Top of GIVEN ENTRIES

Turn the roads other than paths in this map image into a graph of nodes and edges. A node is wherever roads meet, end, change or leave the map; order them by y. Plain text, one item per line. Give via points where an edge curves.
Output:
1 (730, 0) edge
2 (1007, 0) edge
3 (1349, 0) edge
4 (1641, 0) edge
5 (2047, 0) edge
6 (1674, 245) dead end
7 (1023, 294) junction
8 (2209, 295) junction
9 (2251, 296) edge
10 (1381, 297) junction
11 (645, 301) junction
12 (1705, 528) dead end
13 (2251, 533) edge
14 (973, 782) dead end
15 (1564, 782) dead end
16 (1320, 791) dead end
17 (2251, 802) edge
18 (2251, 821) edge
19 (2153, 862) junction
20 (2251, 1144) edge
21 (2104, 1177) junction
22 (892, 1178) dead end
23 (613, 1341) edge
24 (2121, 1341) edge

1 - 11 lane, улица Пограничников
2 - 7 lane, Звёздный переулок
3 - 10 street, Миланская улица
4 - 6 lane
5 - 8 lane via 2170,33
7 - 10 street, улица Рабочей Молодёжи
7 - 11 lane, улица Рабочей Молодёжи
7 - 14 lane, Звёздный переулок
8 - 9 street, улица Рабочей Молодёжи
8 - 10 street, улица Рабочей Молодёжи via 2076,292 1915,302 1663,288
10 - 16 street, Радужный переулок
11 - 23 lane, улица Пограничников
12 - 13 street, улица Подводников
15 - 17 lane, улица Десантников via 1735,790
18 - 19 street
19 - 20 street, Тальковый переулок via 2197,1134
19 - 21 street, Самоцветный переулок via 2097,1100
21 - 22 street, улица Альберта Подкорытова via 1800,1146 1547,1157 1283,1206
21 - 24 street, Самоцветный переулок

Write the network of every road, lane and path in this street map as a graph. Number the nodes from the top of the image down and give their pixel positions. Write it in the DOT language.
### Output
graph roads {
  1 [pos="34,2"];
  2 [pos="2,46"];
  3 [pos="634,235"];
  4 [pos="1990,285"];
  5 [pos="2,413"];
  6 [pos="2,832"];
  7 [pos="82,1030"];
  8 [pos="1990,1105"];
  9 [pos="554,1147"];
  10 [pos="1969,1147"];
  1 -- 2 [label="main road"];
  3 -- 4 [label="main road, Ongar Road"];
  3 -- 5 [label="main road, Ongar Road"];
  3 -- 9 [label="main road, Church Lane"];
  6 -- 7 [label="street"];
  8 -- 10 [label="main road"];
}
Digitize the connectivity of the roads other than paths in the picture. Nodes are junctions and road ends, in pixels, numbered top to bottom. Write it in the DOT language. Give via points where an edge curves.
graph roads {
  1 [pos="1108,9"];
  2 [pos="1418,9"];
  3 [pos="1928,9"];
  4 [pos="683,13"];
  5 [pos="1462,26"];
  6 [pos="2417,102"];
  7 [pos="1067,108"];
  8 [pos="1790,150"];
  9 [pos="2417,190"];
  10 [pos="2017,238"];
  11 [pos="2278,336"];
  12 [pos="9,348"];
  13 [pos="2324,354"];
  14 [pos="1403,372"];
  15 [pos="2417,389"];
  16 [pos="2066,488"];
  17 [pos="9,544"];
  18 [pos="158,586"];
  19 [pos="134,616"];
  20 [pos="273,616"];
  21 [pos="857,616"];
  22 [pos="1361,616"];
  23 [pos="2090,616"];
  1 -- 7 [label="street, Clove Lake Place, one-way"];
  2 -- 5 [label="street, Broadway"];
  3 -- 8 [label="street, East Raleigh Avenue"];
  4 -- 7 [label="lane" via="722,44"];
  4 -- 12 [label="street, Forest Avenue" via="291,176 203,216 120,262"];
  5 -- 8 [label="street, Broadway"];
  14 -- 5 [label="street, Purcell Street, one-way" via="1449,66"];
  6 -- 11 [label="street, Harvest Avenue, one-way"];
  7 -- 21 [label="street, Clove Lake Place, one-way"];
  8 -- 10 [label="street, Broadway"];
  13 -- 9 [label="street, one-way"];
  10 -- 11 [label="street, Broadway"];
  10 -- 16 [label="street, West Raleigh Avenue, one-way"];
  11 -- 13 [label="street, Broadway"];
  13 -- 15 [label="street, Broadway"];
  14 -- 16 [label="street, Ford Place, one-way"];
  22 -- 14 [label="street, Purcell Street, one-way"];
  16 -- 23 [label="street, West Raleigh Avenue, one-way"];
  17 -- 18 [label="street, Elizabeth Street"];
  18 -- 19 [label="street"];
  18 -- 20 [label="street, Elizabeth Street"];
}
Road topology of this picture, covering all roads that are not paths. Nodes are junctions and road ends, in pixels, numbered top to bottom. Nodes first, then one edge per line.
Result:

Bottom of GIVEN ENTRIES

What the exercise needs is every record again, word for word.

* REPLY TO THE EXERCISE:
Turn the roads other than paths in this map image into a graph of nodes and edges. A node is wherever roads meet, end, change or leave the map; order them by y. Plain text, one item per line. Give via points where an edge curves.
Output:
1 (730, 0) edge
2 (1007, 0) edge
3 (1349, 0) edge
4 (1641, 0) edge
5 (2047, 0) edge
6 (1674, 245) dead end
7 (1023, 294) junction
8 (2209, 295) junction
9 (2251, 296) edge
10 (1381, 297) junction
11 (645, 301) junction
12 (1705, 528) dead end
13 (2251, 533) edge
14 (973, 782) dead end
15 (1564, 782) dead end
16 (1320, 791) dead end
17 (2251, 802) edge
18 (2251, 821) edge
19 (2153, 862) junction
20 (2251, 1144) edge
21 (2104, 1177) junction
22 (892, 1178) dead end
23 (613, 1341) edge
24 (2121, 1341) edge

1 - 11 lane, улица Пограничников
2 - 7 lane, Звёздный переулок
3 - 10 street, Миланская улица
4 - 6 lane
5 - 8 lane via 2170,33
7 - 10 street, улица Рабочей Молодёжи
7 - 11 lane, улица Рабочей Молодёжи
7 - 14 lane, Звёздный переулок
8 - 9 street, улица Рабочей Молодёжи
8 - 10 street, улица Рабочей Молодёжи via 2076,292 1915,302 1663,288
10 - 16 street, Радужный переулок
11 - 23 lane, улица Пограничников
12 - 13 street, улица Подводников
15 - 17 lane, улица Десантников via 1735,790
18 - 19 street
19 - 20 street, Тальковый переулок via 2197,1134
19 - 21 street, Самоцветный переулок via 2097,1100
21 - 22 street, улица Альберта Подкорытова via 1800,1146 1547,1157 1283,1206
21 - 24 street, Самоцветный переулок

Write the network of every road, lane and path in this street map as a graph. Number the nodes from the top of the image down and give their pixel positions. Write it in the DOT language.
### Output
graph roads {
  1 [pos="34,2"];
  2 [pos="2,46"];
  3 [pos="634,235"];
  4 [pos="1990,285"];
  5 [pos="2,413"];
  6 [pos="2,832"];
  7 [pos="82,1030"];
  8 [pos="1990,1105"];
  9 [pos="554,1147"];
  10 [pos="1969,1147"];
  1 -- 2 [label="main road"];
  3 -- 4 [label="main road, Ongar Road"];
  3 -- 5 [label="main road, Ongar Road"];
  3 -- 9 [label="main road, Church Lane"];
  6 -- 7 [label="street"];
  8 -- 10 [label="main road"];
}
Digitize the connectivity of the roads other than paths in the picture. Nodes are junctions and road ends, in pixels, numbered top to bottom. Write it in the DOT language. Give via points where an edge curves.
graph roads {
  1 [pos="1108,9"];
  2 [pos="1418,9"];
  3 [pos="1928,9"];
  4 [pos="683,13"];
  5 [pos="1462,26"];
  6 [pos="2417,102"];
  7 [pos="1067,108"];
  8 [pos="1790,150"];
  9 [pos="2417,190"];
  10 [pos="2017,238"];
  11 [pos="2278,336"];
  12 [pos="9,348"];
  13 [pos="2324,354"];
  14 [pos="1403,372"];
  15 [pos="2417,389"];
  16 [pos="2066,488"];
  17 [pos="9,544"];
  18 [pos="158,586"];
  19 [pos="134,616"];
  20 [pos="273,616"];
  21 [pos="857,616"];
  22 [pos="1361,616"];
  23 [pos="2090,616"];
  1 -- 7 [label="street, Clove Lake Place, one-way"];
  2 -- 5 [label="street, Broadway"];
  3 -- 8 [label="street, East Raleigh Avenue"];
  4 -- 7 [label="lane" via="722,44"];
  4 -- 12 [label="street, Forest Avenue" via="291,176 203,216 120,262"];
  5 -- 8 [label="street, Broadway"];
  14 -- 5 [label="street, Purcell Street, one-way" via="1449,66"];
  6 -- 11 [label="street, Harvest Avenue, one-way"];
  7 -- 21 [label="street, Clove Lake Place, one-way"];
  8 -- 10 [label="street, Broadway"];
  13 -- 9 [label="street, one-way"];
  10 -- 11 [label="street, Broadway"];
  10 -- 16 [label="street, West Raleigh Avenue, one-way"];
  11 -- 13 [label="street, Broadway"];
  13 -- 15 [label="street, Broadway"];
  14 -- 16 [label="street, Ford Place, one-way"];
  22 -- 14 [label="street, Purcell Street, one-way"];
  16 -- 23 [label="street, West Raleigh Avenue, one-way"];
  17 -- 18 [label="street, Elizabeth Street"];
  18 -- 19 [label="street"];
  18 -- 20 [label="street, Elizabeth Street"];
}
Road topology of this picture, covering all roads that are not paths. Nodes are junctions and road ends, in pixels, numbered top to bottom. Nodes first, then one edge per line.
Result:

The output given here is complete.